Tentang MallUMKM

Pandemi Covid-19 telah mendorong pelaku industri kreatif usaha mikro kecil dan menengah (UMKM) harus beradaptasi dengan kondisi jika mau bertahan. Langkah go-online adalah keniscayaan jika UMKM mau tetap eksis atau bahkan jika jeli bisa menjadi peluang untuk membesarkan skala usahanya. Data Kementerian Kominfo menunjukkan peningkatan 15-20 persen transaksi digital selama Maret – Mei 2020, sementara faktanya baru sekitar 13 persen pelaku UMKM yang telah merambah pasar online, 87 persen lainnya masih gagap dengan ekosistem digital. Padahal menurut data Kemenkop UMKM ada 64 juta populasi UMKM di Indonesia.

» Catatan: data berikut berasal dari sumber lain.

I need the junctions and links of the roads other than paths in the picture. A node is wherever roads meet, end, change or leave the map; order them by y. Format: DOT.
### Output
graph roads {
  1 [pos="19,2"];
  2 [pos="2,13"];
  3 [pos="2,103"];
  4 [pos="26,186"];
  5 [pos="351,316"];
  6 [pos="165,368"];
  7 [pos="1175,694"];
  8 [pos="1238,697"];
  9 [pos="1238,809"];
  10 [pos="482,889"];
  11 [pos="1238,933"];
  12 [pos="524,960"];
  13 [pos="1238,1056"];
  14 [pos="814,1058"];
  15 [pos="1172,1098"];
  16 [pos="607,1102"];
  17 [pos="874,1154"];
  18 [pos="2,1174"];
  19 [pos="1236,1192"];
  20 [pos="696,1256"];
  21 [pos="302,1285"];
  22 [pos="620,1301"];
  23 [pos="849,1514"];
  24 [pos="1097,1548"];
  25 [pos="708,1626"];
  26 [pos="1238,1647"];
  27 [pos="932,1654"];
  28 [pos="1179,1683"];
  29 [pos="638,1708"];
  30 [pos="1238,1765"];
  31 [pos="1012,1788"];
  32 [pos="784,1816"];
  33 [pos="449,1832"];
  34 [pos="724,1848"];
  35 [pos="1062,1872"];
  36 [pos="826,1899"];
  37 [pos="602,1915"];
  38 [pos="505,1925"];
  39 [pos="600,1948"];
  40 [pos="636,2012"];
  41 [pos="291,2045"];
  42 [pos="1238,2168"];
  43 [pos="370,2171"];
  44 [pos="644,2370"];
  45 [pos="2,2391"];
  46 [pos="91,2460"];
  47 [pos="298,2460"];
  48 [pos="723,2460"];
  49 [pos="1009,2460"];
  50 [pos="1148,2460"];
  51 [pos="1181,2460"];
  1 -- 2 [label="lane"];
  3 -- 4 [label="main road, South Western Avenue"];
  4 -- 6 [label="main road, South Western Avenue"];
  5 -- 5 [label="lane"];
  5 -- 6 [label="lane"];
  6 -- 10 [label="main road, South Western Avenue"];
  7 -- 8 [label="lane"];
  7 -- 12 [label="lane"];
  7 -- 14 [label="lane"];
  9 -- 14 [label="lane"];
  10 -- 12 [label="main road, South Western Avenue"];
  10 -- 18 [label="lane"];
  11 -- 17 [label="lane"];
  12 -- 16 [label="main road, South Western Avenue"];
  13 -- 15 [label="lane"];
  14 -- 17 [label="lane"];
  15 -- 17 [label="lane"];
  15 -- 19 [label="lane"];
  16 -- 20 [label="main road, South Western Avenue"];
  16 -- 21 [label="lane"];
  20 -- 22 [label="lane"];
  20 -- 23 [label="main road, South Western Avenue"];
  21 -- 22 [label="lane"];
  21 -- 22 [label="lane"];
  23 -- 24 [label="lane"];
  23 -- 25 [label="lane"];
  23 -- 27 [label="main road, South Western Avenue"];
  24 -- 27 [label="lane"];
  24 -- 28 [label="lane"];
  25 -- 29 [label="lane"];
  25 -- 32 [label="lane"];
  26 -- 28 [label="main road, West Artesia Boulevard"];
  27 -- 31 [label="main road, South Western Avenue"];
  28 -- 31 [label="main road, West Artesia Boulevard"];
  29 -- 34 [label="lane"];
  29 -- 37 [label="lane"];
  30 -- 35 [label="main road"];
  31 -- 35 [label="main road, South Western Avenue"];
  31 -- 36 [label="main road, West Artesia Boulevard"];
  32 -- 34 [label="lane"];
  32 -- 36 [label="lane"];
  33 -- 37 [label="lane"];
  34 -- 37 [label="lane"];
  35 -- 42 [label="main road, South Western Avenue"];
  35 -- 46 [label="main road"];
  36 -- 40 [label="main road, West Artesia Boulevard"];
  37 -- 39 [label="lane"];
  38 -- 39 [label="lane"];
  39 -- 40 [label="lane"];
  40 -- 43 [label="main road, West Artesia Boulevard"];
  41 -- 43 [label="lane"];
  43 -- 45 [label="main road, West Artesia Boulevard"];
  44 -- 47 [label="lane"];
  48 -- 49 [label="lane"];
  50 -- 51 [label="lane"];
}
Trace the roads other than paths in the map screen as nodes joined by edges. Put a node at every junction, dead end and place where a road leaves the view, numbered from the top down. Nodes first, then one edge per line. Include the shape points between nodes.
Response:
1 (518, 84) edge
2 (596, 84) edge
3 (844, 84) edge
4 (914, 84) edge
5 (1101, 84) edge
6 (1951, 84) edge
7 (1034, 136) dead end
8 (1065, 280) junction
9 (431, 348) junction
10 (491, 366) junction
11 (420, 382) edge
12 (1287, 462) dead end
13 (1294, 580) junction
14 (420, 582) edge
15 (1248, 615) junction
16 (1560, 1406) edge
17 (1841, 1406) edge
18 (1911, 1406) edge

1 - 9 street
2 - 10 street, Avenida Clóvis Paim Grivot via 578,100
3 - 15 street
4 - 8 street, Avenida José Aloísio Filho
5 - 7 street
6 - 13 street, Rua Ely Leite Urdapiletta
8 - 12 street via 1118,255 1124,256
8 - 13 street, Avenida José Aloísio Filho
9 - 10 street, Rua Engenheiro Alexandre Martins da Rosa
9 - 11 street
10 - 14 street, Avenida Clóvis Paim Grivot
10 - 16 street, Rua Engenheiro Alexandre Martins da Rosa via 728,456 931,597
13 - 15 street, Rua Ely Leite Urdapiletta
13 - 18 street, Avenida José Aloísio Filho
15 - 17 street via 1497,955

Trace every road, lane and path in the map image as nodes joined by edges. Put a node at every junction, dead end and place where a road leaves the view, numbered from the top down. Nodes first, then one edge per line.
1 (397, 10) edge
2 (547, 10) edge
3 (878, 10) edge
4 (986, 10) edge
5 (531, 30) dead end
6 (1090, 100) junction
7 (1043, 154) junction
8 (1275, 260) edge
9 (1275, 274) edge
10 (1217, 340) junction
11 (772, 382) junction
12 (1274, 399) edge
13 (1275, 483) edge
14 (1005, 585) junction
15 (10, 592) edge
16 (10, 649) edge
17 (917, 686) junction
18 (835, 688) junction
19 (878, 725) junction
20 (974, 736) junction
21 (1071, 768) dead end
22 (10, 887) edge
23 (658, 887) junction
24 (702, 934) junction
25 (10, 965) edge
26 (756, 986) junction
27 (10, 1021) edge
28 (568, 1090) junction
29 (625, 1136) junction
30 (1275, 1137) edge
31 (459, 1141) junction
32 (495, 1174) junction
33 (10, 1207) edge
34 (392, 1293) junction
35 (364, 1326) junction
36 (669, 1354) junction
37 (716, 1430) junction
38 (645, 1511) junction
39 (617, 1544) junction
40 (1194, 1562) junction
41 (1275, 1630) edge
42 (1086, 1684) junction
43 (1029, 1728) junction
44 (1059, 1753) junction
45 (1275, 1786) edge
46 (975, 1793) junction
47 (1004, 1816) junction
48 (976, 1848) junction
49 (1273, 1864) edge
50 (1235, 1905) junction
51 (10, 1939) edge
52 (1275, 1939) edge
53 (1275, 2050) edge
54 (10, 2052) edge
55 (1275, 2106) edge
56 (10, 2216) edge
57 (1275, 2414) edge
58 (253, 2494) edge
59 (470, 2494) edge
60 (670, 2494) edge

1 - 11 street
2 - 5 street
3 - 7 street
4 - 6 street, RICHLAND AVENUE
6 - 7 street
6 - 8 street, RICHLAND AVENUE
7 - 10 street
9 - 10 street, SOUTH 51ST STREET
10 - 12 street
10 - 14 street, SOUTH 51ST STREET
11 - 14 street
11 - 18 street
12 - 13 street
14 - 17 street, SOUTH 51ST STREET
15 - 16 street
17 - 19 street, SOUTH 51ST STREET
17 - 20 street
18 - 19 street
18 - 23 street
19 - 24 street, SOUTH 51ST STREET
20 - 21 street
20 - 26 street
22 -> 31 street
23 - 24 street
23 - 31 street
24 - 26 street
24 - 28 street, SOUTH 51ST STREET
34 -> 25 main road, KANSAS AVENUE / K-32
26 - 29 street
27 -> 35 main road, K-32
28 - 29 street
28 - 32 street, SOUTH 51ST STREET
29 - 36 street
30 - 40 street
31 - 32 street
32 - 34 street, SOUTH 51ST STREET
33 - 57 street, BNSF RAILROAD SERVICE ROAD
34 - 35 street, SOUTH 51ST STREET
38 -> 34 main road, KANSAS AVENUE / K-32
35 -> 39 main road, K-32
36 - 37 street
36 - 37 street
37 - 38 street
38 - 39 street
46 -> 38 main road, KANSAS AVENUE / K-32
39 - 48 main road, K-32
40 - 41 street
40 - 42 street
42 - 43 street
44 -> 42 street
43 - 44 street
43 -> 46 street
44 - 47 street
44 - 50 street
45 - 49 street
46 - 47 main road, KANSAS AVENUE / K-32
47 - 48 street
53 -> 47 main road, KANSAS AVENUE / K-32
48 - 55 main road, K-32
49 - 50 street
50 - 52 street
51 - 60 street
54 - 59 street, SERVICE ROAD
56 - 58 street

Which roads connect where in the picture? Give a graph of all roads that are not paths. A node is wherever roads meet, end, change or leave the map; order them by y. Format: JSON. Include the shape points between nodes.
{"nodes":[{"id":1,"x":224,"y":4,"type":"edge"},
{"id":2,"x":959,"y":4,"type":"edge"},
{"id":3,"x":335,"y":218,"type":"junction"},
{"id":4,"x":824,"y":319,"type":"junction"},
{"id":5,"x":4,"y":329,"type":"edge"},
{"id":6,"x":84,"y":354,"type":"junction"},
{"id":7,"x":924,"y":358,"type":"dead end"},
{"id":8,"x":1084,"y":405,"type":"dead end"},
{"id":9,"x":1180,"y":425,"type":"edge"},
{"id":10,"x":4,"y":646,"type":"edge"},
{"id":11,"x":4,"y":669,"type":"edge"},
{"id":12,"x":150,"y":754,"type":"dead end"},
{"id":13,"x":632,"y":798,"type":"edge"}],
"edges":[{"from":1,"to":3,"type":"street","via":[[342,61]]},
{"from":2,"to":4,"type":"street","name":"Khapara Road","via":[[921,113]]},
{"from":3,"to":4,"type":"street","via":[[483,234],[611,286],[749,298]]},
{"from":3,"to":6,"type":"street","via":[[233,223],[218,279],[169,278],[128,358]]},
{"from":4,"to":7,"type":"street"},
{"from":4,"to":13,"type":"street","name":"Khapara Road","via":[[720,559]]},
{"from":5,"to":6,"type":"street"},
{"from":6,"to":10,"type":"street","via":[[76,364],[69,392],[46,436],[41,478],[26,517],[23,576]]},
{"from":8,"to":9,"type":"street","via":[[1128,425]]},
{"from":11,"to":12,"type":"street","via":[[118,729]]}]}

Meskipun demikian, perdagangan online yang tanpa batasan (borderless) juga memiliki tantangan persaingan yang sangat ketat. Tidak bisa sebuah produk UMKM ditaruh di marketplace terus bisa tiba-tiba laku begitu saja. Persaingan yang tidak terjadi tidak boleh mengarah pada perang harga jika UMKM mau bertahan atau bahkan menjadi pemenang. Perlu kerja keras agar masyarakat luas mengenal produk tersebut, dan lalu tertarik untuk membelinya. Maka, penting agar kita memiliki platform lokal untuk menarik kunjungan yang mengarahkan orang mengenal produk UMKM kita.Kunjungan terjadi jika ada cerita yang kita sematkan dalam sebuah produk (story telling), dan keputusan untuk membeli juga tidak hanya sekedar karena alasan produk yang berkualitas, tapi juga bisa jadi faktor kemasan dan deskripsi dari sebuah produk yang mendorong orang yang melihat berkeputusan untuk melakukan pembelian. Lalu kemudian, pelayanan yang baik dan manajemen suplai menjadi jaminan agar bisnis ini bisa berkelanjutan (sustainable).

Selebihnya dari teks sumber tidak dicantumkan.